Collectively, more than 720 kilograms of gold and more than US$30 million changed hands at key gold retailers across the GCC during the festival. Volumes have increased 11% compared to the same Akshaya Tritiya in 2009. Excluding the increase in gold price, the revenues witnessed an increase of 12% compared to last year's festival.
The prominent Indian festival, Akshaya Tritiya, is one of the most important gold buying occasions in the region and one of the most auspicious Indian festivals. Buying gold on this day is an ancient tradition and it is believed that any venture or investment initiated on this day will continue to grow and bring prosperity.

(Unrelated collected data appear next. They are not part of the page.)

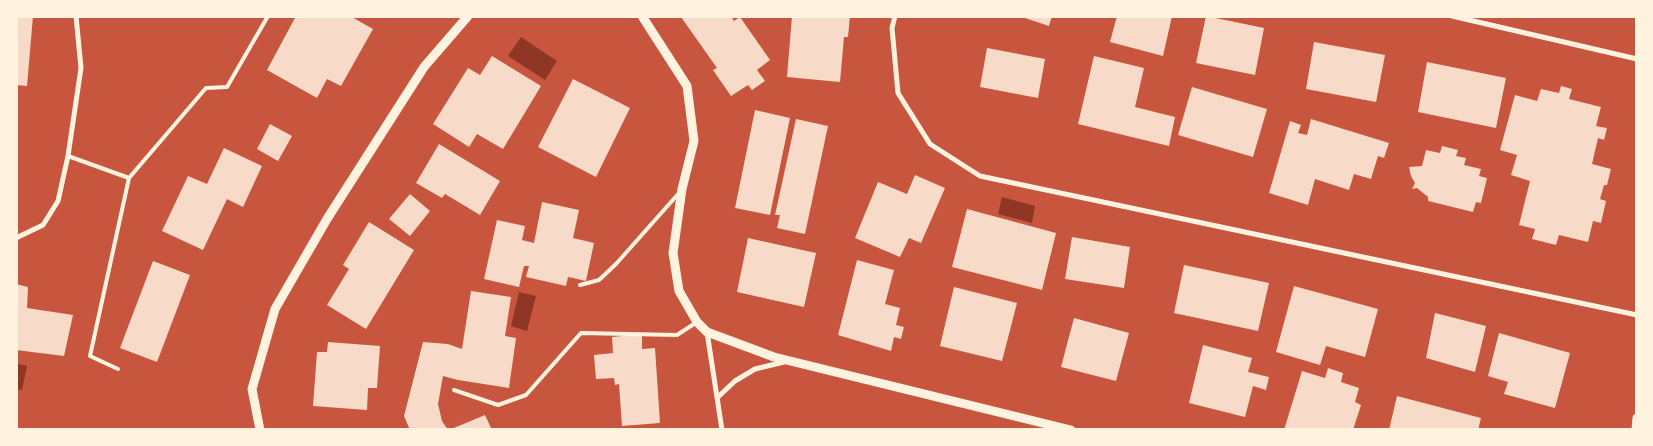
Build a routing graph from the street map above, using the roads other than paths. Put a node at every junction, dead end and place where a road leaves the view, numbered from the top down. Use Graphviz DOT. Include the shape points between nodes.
graph roads {
  1 [pos="76,16"];
  2 [pos="268,16"];
  3 [pos="468,16"];
  4 [pos="642,16"];
  5 [pos="895,16"];
  6 [pos="1452,16"];
  7 [pos="1637,58"];
  8 [pos="68,156"];
  9 [pos="129,178"];
  10 [pos="682,189"];
  11 [pos="16,238"];
  12 [pos="580,285"];
  13 [pos="1637,315"];
  14 [pos="697,322"];
  15 [pos="707,332"];
  16 [pos="789,360"];
  17 [pos="118,369"];
  18 [pos="454,390"];
  19 [pos="718,397"];
  20 [pos="1637,418"];
  21 [pos="260,430"];
  22 [pos="722,430"];
  23 [pos="1071,430"];
  24 [pos="1636,430"];
  1 -- 8 [label="street" via="81,68"];
  2 -- 9 [label="lane" via="227,87 206,88"];
  3 -- 21 [label="street" via="424,67 327,219 275,308 252,389"];
  4 -- 10 [label="street" via="688,86 694,141"];
  5 -- 13 [label="street" via="892,28 898,94 930,144 980,176"];
  6 -- 7 [label="street"];
  8 -- 9 [label="lane"];
  8 -- 11 [label="street" via="58,201 43,225"];
  9 -- 17 [label="lane" via="90,356"];
  10 -- 12 [label="lane" via="616,264 599,280"];
  10 -- 14 [label="street" via="673,253 679,291"];
  14 -- 15 [label="street"];
  14 -- 18 [label="lane" via="677,335 581,333 526,395 498,405"];
  15 -- 16 [label="street"];
  15 -- 19 [label="street"];
  16 -- 19 [label="street" via="754,369"];
  16 -- 23 [label="street"];
  19 -- 22 [label="street"];
  20 -- 24 [label="street"];
}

The strong demand further demonstrates the enduring value of gold and its significant cultural role. Tomy Joseph, General Manager of Joyalukkas spoke of the importance of such festivals in the gold sales calendar, With such a large NRI community, cultural festivals such as this are an important date in our calendars. The response has been very positive and we are expecting a similar response to other cultural festivals later in the year.
This year we have seen greater interest than ever before, due to the confidence of consumers. Our sales have doubled over the previous year. One customer alone spent more than 200,000 Dirhams. The boost in demand we have seen demonstrates that there remains a strong appetite for gold jewellery driven by cultural affinity, fashion and wealth preservation, added Sanjay Jethwani, Partner of Meena Jewellers.
Ajay Mitra, Managing Director for Middle East and Turkey, World Gold Council, commented, The fact that retailers continue see increased gold consumption around festivals such as this further highlights gold's strong cultural role, and that gold buying remains a symbolic activity that is strongly observed across nationalities and religions.